Thanks for replies. I’ve  just got home, as had some private work to do on way home. I’ve put my feet up and poured a glass of wine - determined to relax and put it out of my mind. Will deal with what tomorrow brings in the morning. 

Hi Chelsie,

I hope you have a better day today. 

Contamination-symptoms are so awful, especially those involving 'spreading contamination'. I have a slightly different contamination-OCD concern so i'll let you know how I would feel in that situation, which wouldn't trigger my OCD:

a. I would not be worried that there was hepatitis on the plaster: the chances are that the student does not have hepatitis- s/he is a child and much less likely to have the infection.
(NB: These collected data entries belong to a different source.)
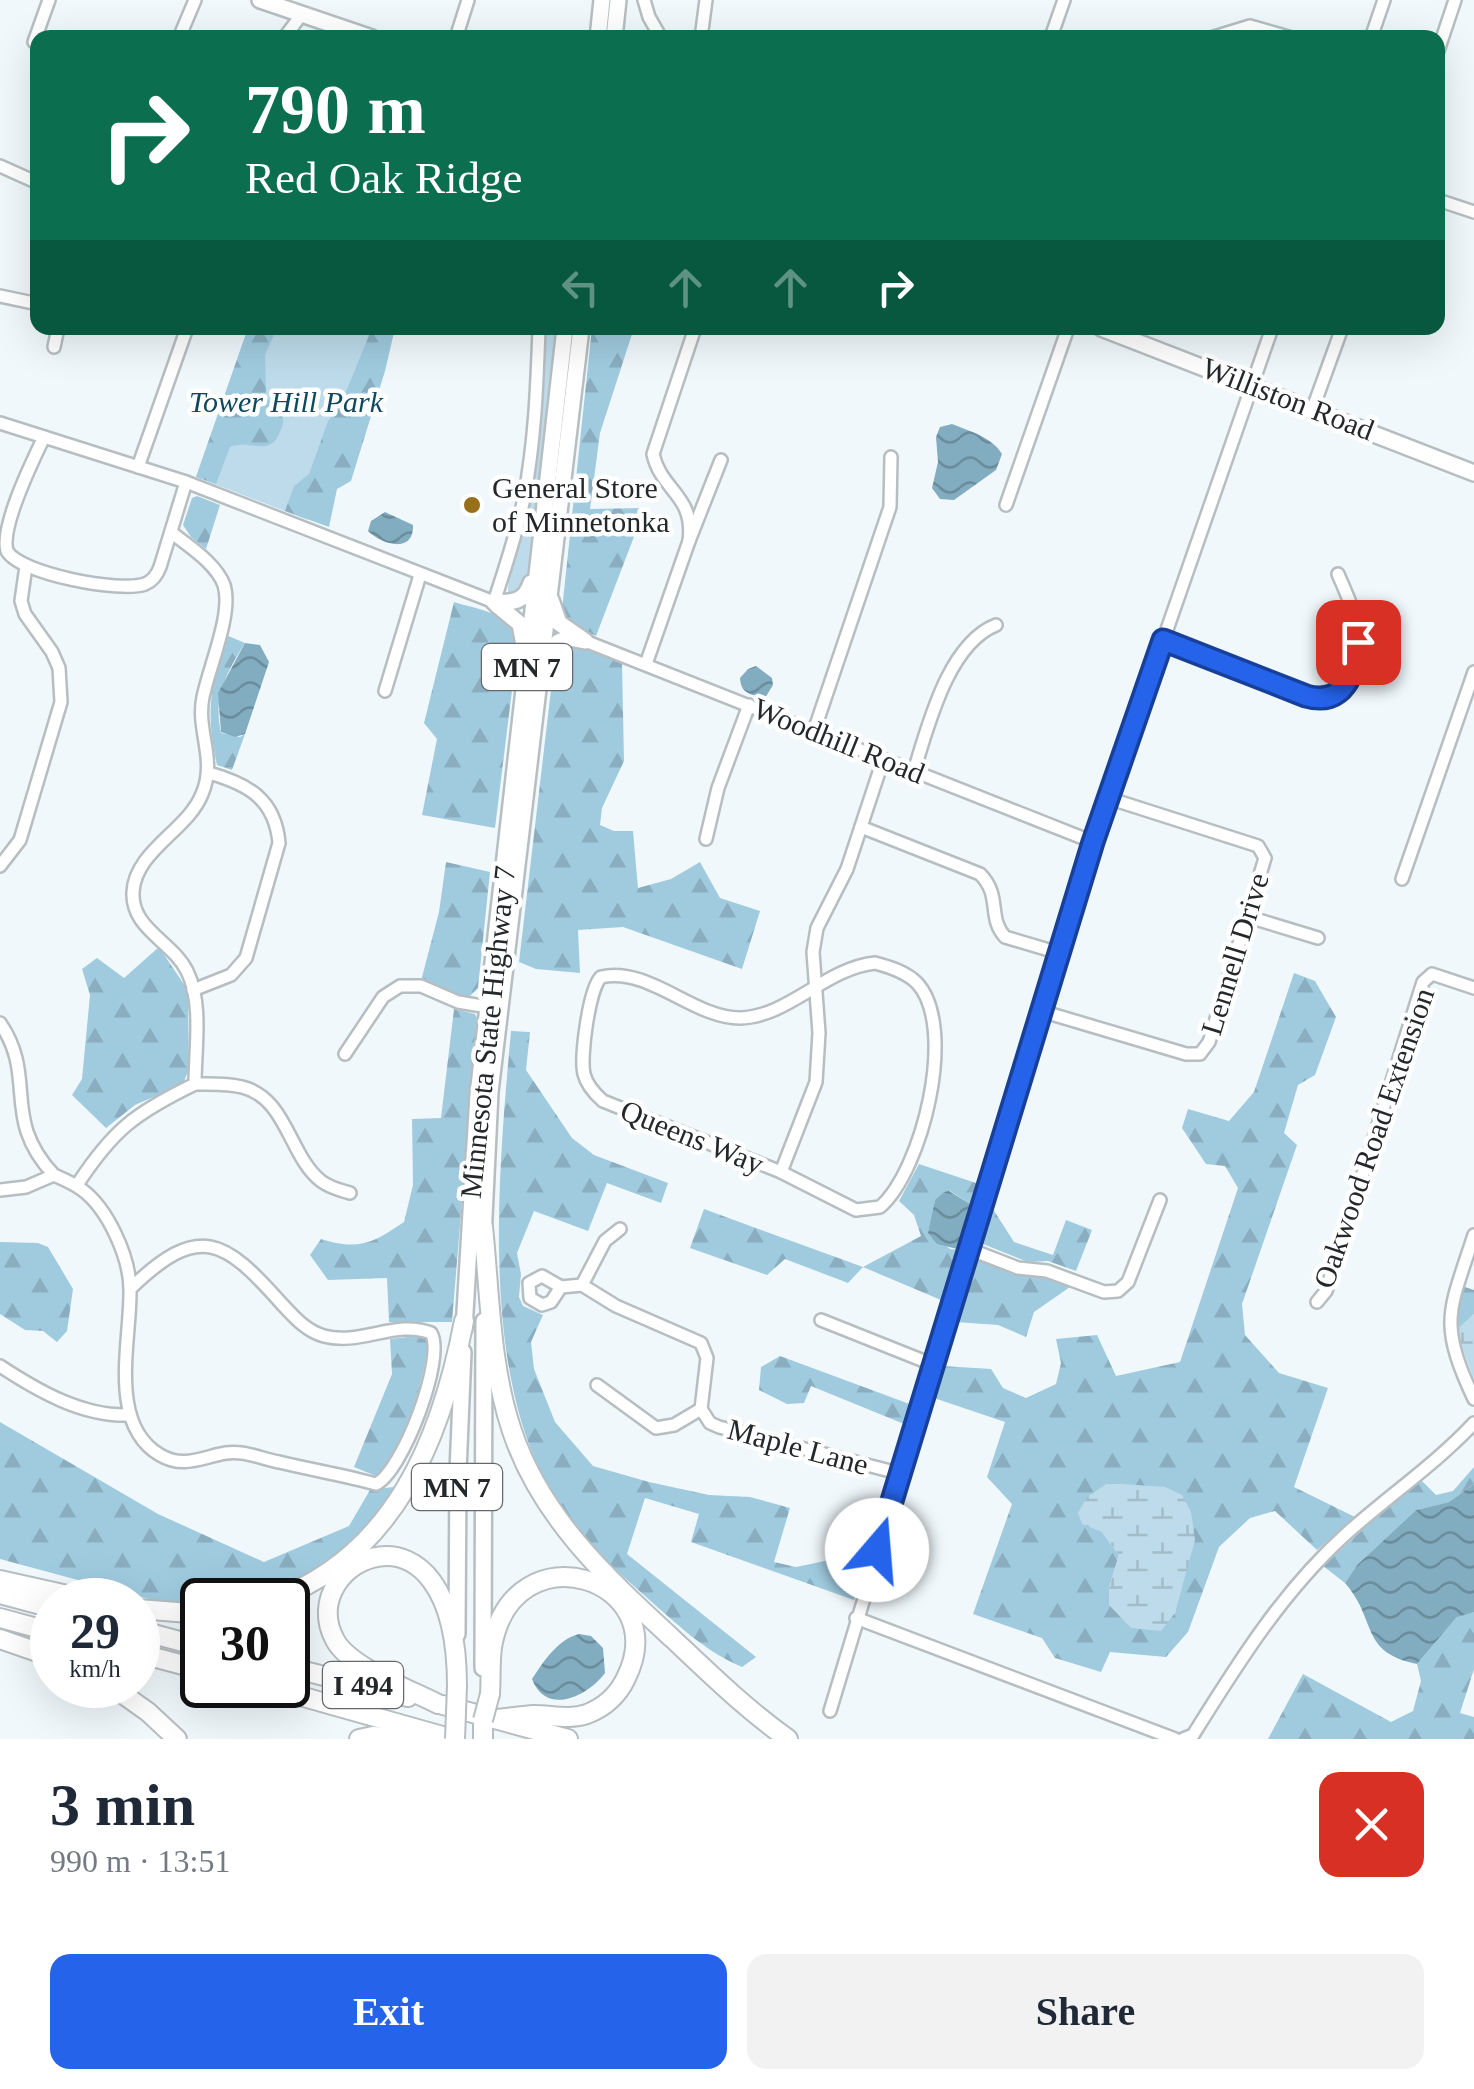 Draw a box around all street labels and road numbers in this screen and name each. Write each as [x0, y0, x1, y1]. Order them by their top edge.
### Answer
street label: Williston Road [1198, 351, 1379, 446]
road number: MN 7 [482, 644, 572, 690]
street label: Woodhill Road [749, 691, 930, 790]
street label: Minnesota State Highway 7 [454, 864, 521, 1200]
street label: Lennell Drive [1194, 869, 1275, 1039]
street label: Oakwood Road Extension [1307, 984, 1440, 1292]
street label: Queens Way [616, 1093, 768, 1180]
street label: Maple Lane [724, 1412, 872, 1481]
road number: MN 7 [412, 1464, 502, 1510]
road number: I 494 [323, 1662, 403, 1708]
b. In the unlikely event that the pupil did have hepatitis then I would not be worried about the plaster because you cannot catch Hepatitis from a scrunched up plaster in a bin- you would have to eat the plaster or deliberately rub fresh blood into a cut to become unwell with it. 

c. I would not be worried about the bin because the Hepatitis would not spread through remote contact like that- you need quite direct contact to contract the disease.

So I would think: 

1. The plaster is quite safe- it's old, dried up and doesn't pose a risk.

2. The bin is safe- there is no risk of Hepatitis if you move the bin. (well actually I'd have my own contamination worries about the bin and you'd probably not have those!)

3. Your shoes are safe- there's no hepatitis on them.

4. All the door handles and everything else are safe too.